## Assignment
All lines in the records below with the word "rule" must be returned.
▽
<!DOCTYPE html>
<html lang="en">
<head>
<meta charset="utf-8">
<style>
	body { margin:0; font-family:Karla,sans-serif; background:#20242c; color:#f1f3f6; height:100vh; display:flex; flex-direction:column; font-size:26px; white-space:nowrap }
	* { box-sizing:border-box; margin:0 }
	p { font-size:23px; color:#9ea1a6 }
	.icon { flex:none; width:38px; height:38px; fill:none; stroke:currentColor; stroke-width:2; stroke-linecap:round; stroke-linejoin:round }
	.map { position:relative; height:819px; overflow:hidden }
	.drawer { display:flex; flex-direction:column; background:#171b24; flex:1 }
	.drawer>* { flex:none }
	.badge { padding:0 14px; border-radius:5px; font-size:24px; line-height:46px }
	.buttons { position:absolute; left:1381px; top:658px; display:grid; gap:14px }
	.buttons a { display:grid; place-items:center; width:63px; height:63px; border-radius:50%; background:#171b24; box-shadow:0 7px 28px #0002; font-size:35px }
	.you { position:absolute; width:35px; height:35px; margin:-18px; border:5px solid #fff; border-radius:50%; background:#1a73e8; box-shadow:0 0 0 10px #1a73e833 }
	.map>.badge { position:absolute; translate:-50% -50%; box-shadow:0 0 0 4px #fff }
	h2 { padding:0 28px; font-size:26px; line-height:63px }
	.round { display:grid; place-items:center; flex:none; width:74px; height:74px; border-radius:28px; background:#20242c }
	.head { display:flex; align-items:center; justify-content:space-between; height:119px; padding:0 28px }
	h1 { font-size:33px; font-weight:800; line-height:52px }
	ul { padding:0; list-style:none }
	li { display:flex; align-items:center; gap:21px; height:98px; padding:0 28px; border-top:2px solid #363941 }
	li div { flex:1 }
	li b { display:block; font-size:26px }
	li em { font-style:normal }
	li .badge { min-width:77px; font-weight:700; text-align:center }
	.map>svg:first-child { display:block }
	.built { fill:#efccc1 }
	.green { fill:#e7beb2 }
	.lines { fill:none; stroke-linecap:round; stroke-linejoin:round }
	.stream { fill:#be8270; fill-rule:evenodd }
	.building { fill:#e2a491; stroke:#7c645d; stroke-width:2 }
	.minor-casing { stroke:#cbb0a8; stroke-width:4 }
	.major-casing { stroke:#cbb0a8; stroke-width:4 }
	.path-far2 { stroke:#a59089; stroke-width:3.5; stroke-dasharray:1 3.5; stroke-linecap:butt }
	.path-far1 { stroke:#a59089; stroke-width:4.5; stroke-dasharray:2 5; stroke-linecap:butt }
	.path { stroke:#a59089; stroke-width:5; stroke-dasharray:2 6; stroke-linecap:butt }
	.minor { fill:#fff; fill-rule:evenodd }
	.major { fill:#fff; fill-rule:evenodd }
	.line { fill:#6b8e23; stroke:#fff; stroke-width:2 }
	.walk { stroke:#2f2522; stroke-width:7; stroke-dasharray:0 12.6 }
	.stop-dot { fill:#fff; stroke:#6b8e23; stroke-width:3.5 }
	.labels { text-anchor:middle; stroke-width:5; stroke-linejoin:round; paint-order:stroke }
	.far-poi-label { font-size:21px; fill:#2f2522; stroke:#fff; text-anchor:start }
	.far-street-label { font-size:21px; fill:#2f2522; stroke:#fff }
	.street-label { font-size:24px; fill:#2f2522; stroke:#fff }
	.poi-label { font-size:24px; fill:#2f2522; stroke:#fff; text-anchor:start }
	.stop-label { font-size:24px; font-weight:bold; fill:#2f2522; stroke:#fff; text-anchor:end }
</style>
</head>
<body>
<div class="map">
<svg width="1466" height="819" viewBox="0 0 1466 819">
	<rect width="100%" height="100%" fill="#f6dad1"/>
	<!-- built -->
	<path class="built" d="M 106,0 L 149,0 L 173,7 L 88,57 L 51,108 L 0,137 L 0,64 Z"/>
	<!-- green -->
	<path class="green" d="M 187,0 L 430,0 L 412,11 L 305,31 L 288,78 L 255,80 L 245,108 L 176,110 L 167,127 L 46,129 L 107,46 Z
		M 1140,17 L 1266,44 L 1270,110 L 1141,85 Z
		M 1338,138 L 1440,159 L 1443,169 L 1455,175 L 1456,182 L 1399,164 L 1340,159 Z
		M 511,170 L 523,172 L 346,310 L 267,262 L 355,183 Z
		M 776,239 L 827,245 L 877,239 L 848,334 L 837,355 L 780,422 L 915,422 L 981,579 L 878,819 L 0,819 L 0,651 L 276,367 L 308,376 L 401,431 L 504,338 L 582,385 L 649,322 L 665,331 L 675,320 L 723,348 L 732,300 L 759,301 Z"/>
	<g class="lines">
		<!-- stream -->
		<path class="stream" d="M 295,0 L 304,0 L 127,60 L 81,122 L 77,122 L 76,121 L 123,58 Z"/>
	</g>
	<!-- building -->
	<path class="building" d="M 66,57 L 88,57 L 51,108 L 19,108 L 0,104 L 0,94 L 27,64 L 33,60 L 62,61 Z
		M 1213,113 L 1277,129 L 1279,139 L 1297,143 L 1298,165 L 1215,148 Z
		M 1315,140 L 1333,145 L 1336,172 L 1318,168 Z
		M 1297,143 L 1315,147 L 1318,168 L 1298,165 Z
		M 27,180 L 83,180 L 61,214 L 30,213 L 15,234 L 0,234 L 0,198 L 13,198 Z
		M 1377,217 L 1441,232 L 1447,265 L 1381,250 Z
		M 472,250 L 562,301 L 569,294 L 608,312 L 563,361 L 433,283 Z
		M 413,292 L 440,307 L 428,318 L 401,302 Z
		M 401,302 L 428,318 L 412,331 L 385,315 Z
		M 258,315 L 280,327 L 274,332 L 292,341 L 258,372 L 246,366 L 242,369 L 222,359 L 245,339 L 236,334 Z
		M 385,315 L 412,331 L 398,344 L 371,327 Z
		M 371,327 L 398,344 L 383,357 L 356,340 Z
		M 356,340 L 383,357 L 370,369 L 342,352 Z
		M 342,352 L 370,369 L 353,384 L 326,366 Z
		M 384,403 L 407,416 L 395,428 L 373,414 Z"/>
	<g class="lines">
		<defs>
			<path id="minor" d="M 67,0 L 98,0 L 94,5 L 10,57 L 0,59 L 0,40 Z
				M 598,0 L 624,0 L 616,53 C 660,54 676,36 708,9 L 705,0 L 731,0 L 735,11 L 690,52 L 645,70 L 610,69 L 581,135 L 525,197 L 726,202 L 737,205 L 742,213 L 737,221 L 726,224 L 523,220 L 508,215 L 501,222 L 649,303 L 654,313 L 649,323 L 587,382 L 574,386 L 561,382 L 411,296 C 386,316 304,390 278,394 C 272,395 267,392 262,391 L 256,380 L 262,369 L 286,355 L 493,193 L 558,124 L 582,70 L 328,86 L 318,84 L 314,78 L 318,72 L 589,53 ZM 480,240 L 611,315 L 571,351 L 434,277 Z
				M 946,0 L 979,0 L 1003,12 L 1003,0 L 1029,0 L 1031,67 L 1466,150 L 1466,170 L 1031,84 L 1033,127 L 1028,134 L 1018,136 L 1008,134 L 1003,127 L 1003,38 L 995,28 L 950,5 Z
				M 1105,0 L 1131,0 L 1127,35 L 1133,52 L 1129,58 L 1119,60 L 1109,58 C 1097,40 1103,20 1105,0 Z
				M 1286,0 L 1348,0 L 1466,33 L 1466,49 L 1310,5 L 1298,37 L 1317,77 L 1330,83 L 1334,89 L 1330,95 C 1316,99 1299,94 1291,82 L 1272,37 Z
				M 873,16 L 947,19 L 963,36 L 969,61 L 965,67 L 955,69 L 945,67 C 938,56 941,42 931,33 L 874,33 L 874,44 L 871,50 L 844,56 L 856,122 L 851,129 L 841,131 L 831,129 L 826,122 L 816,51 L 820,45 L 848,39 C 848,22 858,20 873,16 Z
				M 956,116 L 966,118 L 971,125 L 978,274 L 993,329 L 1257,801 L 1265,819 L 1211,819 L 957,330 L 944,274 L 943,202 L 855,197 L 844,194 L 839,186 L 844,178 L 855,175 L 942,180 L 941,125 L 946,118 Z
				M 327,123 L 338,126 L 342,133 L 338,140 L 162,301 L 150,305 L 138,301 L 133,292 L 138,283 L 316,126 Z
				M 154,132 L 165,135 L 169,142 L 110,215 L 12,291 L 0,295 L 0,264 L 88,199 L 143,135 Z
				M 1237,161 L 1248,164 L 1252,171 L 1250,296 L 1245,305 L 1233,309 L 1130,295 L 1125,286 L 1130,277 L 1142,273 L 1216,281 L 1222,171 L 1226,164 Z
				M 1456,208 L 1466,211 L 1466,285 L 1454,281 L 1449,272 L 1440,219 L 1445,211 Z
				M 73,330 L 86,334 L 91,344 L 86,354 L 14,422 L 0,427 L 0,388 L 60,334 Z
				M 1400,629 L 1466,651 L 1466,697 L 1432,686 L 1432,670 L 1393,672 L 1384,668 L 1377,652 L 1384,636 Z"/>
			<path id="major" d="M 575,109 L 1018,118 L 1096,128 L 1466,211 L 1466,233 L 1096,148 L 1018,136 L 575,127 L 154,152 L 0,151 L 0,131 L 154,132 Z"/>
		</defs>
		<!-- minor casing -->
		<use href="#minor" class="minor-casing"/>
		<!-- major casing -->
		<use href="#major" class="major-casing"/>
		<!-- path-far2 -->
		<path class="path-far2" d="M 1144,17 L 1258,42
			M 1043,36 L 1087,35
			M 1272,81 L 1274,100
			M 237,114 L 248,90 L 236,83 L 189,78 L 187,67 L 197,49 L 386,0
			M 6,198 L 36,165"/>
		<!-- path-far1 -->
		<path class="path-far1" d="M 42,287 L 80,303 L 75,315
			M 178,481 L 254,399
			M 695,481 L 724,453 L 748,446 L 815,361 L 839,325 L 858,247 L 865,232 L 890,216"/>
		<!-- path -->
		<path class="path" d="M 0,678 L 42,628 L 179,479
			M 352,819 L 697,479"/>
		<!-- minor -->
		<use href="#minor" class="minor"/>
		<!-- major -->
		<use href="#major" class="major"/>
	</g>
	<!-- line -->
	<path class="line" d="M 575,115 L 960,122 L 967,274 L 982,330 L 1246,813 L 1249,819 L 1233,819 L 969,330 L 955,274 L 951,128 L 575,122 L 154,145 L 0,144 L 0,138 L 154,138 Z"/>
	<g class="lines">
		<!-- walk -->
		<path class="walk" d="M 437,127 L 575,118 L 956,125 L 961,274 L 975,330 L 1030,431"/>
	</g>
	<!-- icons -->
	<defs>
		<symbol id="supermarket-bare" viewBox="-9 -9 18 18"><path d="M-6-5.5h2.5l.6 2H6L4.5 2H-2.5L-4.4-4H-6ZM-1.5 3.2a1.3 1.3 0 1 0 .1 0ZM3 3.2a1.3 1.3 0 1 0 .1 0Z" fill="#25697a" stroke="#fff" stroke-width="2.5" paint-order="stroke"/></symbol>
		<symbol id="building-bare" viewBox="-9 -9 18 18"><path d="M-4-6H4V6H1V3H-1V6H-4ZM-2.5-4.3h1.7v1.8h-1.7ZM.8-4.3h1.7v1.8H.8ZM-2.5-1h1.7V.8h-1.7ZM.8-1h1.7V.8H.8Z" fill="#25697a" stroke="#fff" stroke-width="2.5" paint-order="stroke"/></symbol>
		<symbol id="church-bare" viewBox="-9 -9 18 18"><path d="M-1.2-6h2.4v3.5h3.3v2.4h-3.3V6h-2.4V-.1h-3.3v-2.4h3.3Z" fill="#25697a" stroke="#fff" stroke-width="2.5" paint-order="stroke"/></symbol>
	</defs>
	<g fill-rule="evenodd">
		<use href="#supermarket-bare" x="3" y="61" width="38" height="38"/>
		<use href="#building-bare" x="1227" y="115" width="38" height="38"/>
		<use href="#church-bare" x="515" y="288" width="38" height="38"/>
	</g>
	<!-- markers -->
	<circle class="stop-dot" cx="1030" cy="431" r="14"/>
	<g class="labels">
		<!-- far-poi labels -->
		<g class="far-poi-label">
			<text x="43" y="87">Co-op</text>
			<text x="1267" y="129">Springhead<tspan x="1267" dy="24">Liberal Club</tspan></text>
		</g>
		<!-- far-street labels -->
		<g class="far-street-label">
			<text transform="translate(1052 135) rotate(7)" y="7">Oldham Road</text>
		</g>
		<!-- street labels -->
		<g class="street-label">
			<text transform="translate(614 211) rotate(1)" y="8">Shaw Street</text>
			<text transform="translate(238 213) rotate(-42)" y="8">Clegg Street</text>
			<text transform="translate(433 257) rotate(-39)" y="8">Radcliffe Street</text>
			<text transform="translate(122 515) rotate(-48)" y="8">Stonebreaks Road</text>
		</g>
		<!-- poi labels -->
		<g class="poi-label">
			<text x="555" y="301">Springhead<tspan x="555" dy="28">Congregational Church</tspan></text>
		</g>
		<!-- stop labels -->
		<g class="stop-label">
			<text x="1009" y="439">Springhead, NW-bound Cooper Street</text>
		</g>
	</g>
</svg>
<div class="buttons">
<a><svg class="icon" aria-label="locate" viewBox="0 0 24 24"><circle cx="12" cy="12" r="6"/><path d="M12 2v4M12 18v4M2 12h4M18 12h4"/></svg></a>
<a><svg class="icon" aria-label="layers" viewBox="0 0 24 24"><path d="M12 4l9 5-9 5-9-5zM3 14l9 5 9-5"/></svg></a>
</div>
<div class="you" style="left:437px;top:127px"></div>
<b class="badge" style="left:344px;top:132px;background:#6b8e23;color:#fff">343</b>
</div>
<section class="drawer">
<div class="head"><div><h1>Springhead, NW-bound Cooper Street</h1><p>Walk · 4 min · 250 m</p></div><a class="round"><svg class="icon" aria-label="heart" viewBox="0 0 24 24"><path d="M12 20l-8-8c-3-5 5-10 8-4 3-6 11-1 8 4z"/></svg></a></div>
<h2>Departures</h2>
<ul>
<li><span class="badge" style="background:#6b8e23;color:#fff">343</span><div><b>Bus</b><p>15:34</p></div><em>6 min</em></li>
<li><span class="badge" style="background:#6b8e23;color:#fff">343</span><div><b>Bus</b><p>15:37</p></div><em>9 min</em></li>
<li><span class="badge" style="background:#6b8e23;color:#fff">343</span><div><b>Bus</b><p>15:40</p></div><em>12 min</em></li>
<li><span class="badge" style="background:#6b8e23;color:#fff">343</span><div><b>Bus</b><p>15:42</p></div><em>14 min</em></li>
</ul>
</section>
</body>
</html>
△
## The completed task
	.stream { fill:#be8270; fill-rule:evenodd }
	.minor { fill:#fff; fill-rule:evenodd }
	.major { fill:#fff; fill-rule:evenodd }
	<g fill-rule="evenodd">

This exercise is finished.